* **What the exercise asks**
What lines in the entries hold the string "highway"? List them.

Data entries
####

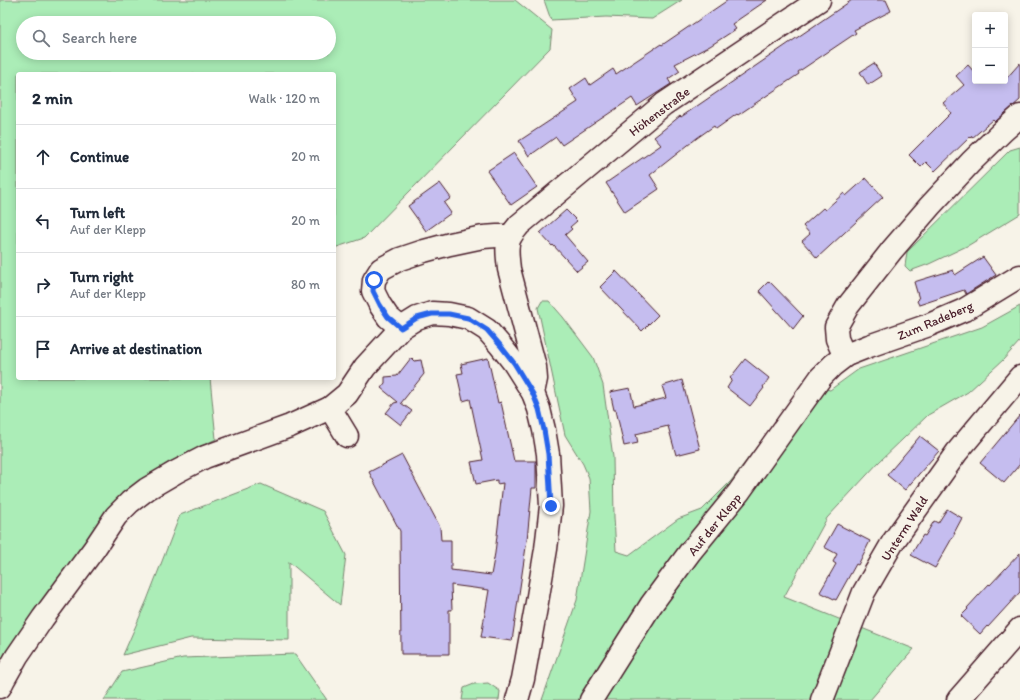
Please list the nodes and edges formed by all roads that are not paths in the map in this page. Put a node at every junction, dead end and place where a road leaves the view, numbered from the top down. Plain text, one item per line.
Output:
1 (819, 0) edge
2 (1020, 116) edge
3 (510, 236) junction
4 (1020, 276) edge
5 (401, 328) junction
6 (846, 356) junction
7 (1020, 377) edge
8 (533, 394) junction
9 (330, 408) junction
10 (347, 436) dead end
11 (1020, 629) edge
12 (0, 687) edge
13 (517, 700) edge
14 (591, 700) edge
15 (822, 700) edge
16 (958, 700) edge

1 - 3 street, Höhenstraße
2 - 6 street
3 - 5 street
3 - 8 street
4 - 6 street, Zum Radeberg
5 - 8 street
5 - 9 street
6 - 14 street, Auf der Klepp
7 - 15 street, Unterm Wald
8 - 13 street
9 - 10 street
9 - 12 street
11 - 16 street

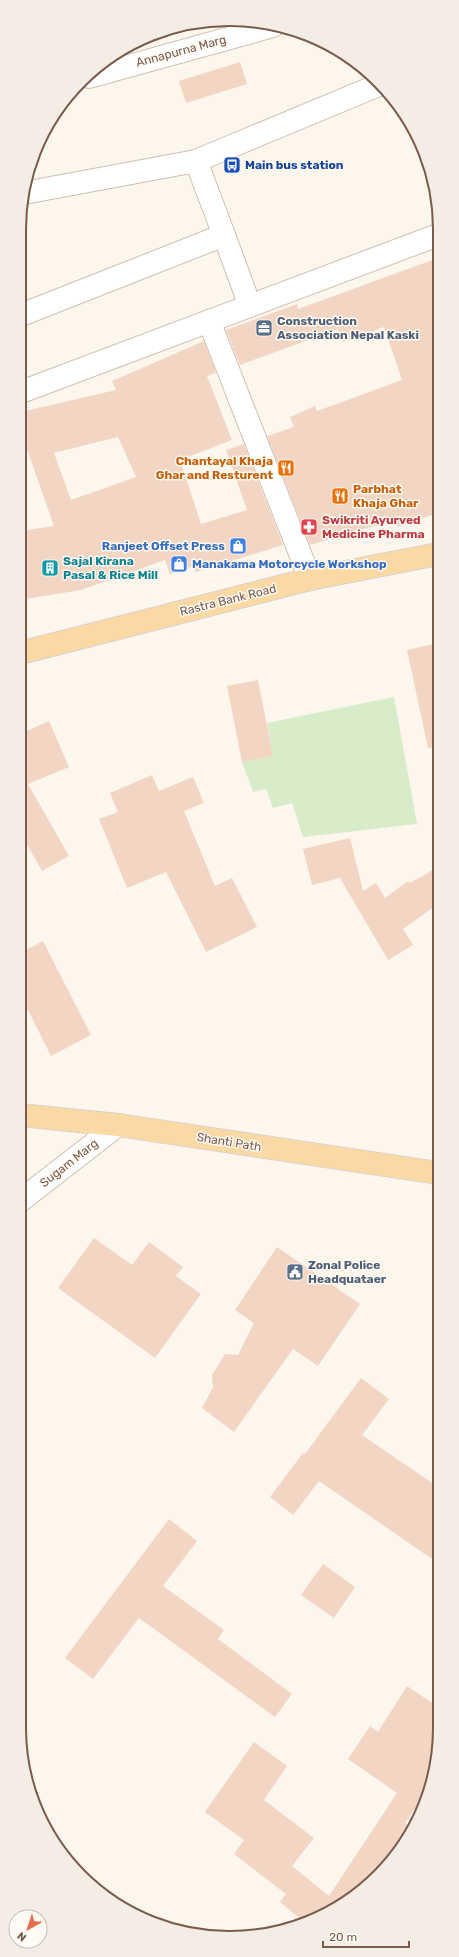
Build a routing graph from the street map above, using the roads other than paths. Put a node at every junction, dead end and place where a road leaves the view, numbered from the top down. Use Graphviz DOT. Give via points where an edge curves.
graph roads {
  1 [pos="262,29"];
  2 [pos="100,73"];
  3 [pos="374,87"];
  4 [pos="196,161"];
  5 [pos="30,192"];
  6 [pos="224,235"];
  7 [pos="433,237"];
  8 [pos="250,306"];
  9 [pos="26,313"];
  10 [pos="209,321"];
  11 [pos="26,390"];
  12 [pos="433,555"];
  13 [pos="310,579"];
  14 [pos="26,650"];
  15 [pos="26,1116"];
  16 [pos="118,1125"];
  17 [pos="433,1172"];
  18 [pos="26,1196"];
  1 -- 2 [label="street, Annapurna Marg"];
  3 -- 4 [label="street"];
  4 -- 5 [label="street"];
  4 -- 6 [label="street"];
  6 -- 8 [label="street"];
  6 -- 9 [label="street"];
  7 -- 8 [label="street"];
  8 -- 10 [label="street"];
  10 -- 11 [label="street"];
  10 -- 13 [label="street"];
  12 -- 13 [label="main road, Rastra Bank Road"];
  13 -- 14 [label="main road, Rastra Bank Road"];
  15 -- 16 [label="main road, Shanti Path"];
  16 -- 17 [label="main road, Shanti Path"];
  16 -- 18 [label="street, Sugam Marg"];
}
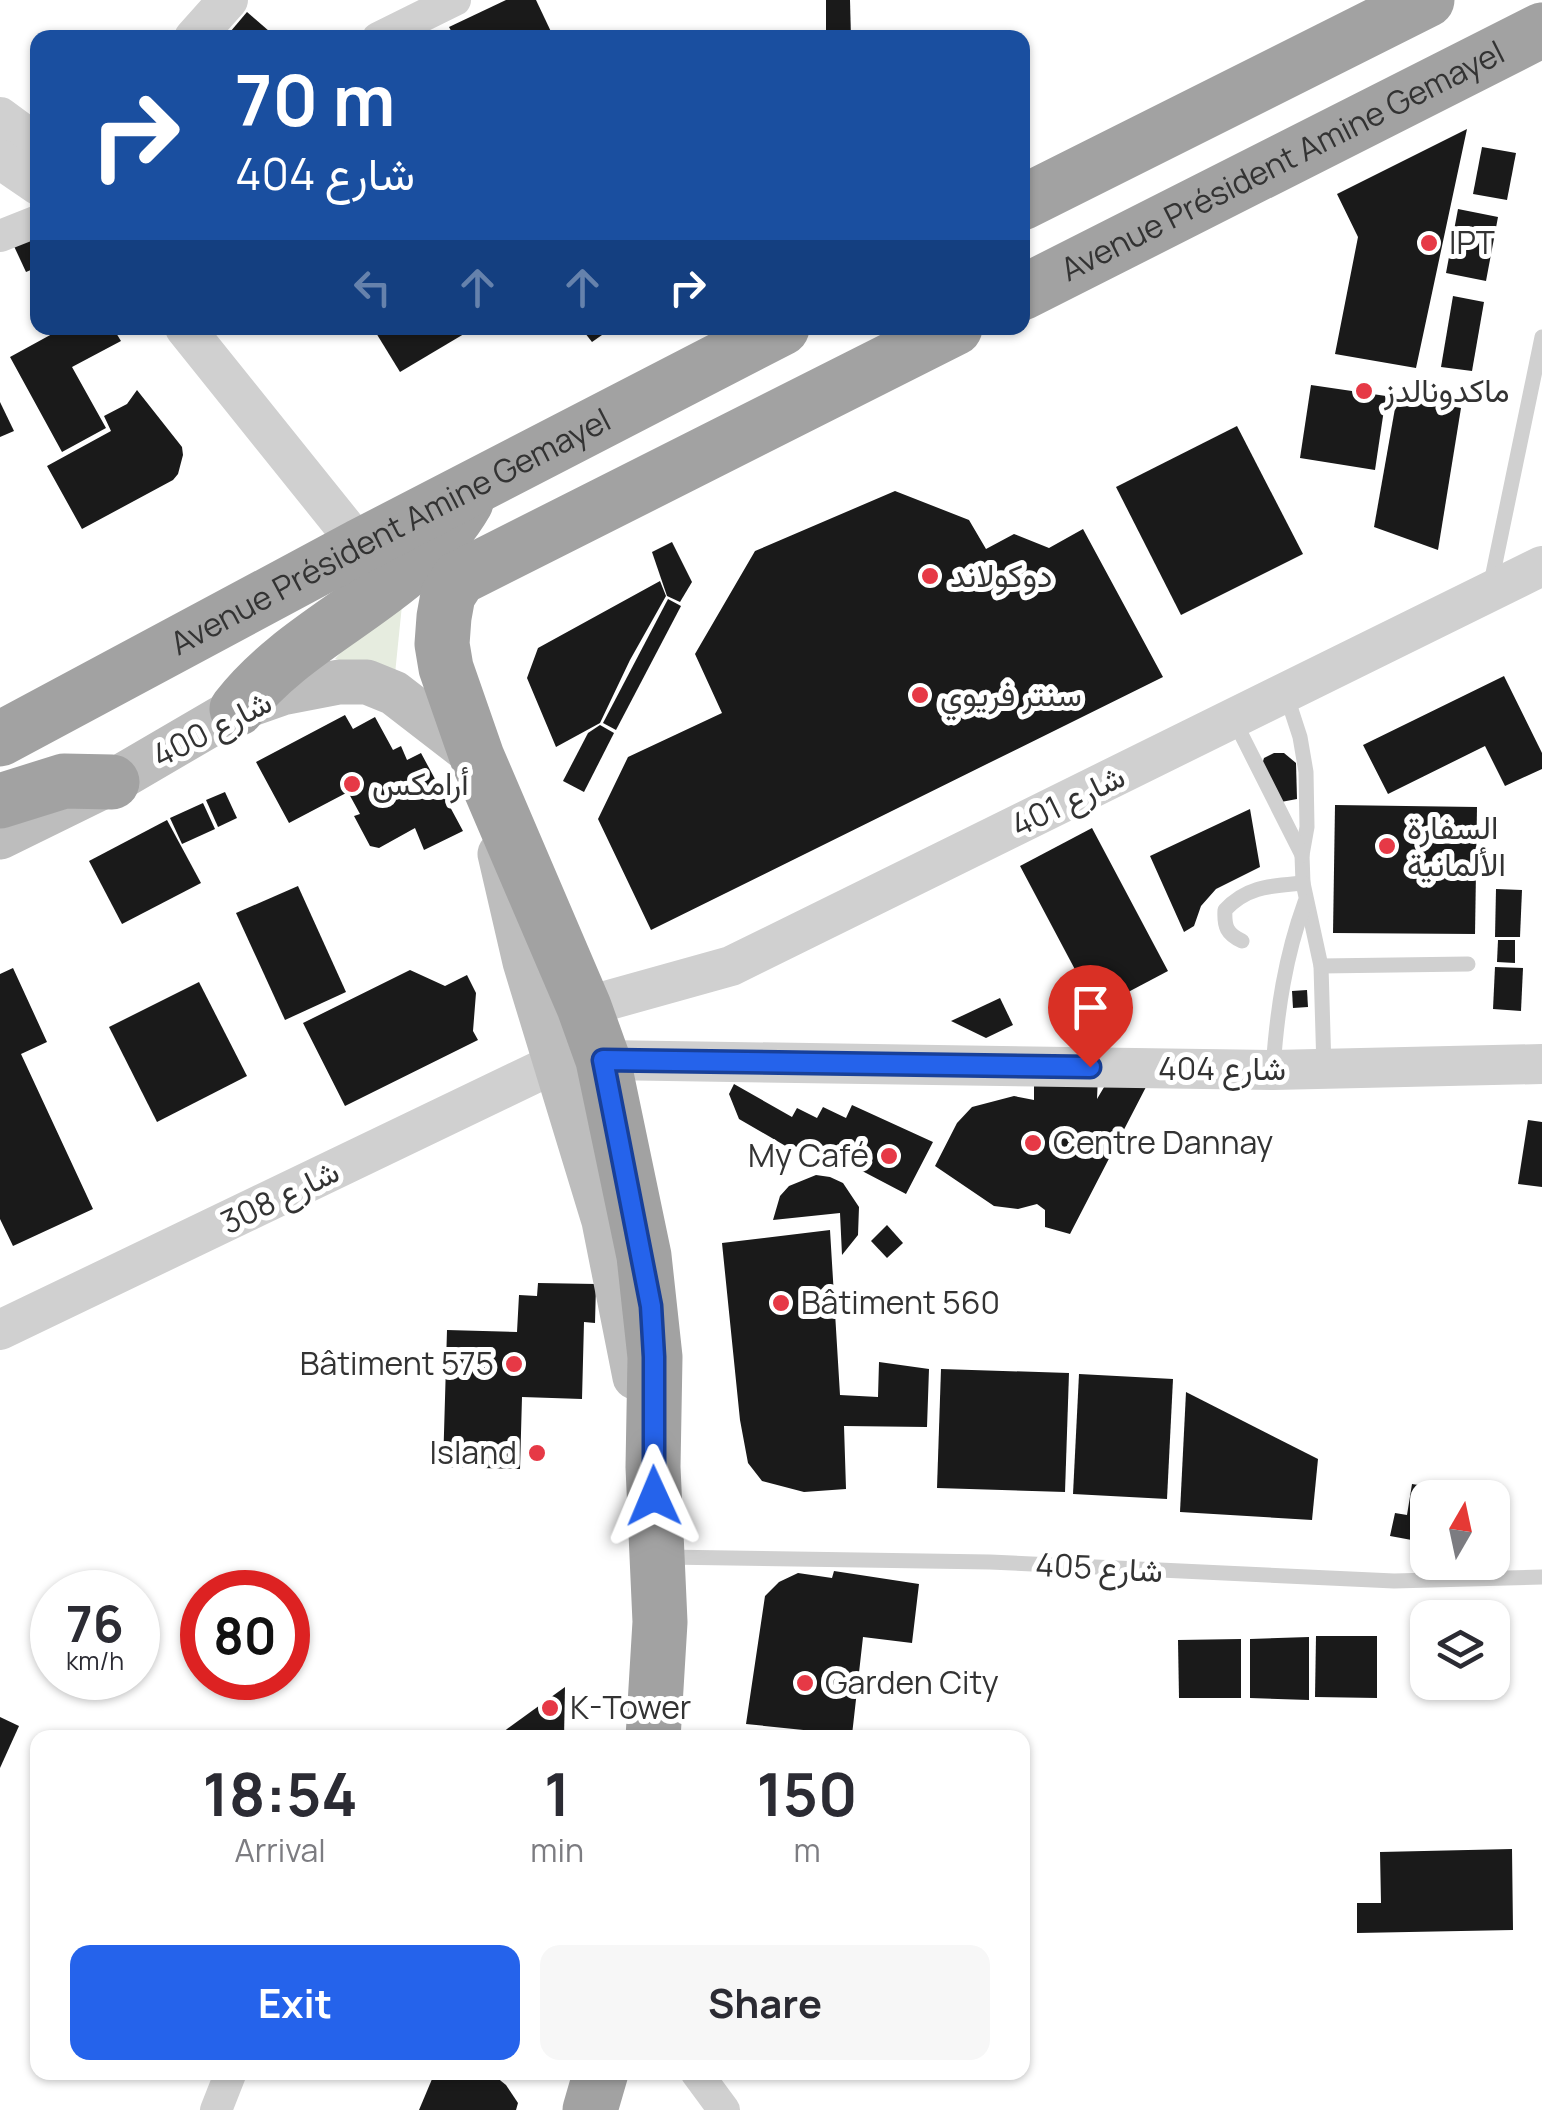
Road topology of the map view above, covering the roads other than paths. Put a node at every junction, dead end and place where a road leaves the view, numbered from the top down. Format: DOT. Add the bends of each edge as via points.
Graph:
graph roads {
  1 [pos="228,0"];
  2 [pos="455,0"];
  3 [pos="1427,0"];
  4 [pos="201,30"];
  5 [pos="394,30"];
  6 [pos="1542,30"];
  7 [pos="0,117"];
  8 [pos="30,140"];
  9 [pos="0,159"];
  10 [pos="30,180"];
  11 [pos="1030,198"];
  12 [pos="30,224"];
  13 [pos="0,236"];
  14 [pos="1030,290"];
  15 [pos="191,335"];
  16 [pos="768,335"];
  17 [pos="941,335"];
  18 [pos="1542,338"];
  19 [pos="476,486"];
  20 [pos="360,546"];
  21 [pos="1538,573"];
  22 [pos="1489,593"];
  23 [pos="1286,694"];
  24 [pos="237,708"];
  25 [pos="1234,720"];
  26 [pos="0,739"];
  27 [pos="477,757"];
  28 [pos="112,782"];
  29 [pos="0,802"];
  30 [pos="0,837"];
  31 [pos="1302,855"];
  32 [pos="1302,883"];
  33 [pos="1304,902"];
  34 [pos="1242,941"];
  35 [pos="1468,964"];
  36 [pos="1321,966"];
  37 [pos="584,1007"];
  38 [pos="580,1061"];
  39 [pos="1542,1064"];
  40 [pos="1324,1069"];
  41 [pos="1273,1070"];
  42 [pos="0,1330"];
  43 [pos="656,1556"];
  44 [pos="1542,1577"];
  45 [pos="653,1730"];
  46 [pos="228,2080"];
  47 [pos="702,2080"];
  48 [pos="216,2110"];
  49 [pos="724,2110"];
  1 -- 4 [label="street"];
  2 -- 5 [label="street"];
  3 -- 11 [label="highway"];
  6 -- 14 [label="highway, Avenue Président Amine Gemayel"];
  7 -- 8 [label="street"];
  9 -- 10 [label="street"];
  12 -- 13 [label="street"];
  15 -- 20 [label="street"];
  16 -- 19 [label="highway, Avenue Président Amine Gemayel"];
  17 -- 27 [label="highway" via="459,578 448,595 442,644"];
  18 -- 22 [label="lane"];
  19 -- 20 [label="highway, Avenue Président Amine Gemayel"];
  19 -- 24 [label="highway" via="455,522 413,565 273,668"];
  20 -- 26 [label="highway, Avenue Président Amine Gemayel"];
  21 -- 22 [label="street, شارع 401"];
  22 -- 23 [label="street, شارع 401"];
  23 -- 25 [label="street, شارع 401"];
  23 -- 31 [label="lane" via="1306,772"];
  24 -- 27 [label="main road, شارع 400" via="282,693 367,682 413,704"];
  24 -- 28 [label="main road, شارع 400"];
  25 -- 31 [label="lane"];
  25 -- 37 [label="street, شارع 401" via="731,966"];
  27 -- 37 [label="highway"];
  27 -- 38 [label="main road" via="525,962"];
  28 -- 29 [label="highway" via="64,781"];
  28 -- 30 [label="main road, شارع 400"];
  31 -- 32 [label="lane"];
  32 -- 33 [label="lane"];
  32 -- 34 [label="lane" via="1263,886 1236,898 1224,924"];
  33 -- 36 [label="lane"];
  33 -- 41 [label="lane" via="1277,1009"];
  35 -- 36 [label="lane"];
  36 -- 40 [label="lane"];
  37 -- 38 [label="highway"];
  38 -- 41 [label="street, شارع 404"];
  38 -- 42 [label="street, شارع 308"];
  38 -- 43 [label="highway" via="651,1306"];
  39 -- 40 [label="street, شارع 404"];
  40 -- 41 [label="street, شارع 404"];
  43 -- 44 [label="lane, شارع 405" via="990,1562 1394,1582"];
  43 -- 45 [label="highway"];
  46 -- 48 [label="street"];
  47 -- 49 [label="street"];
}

####

* **Expected answer**
  3 -- 11 [label="highway"];
  6 -- 14 [label="highway, Avenue Président Amine Gemayel"];
  16 -- 19 [label="highway, Avenue Président Amine Gemayel"];
  17 -- 27 [label="highway" via="459,578 448,595 442,644"];
  19 -- 20 [label="highway, Avenue Président Amine Gemayel"];
  19 -- 24 [label="highway" via="455,522 413,565 273,668"];
  20 -- 26 [label="highway, Avenue Président Amine Gemayel"];
  27 -- 37 [label="highway"];
  28 -- 29 [label="highway" via="64,781"];
  37 -- 38 [label="highway"];
  38 -- 43 [label="highway" via="651,1306"];
  43 -- 45 [label="highway"];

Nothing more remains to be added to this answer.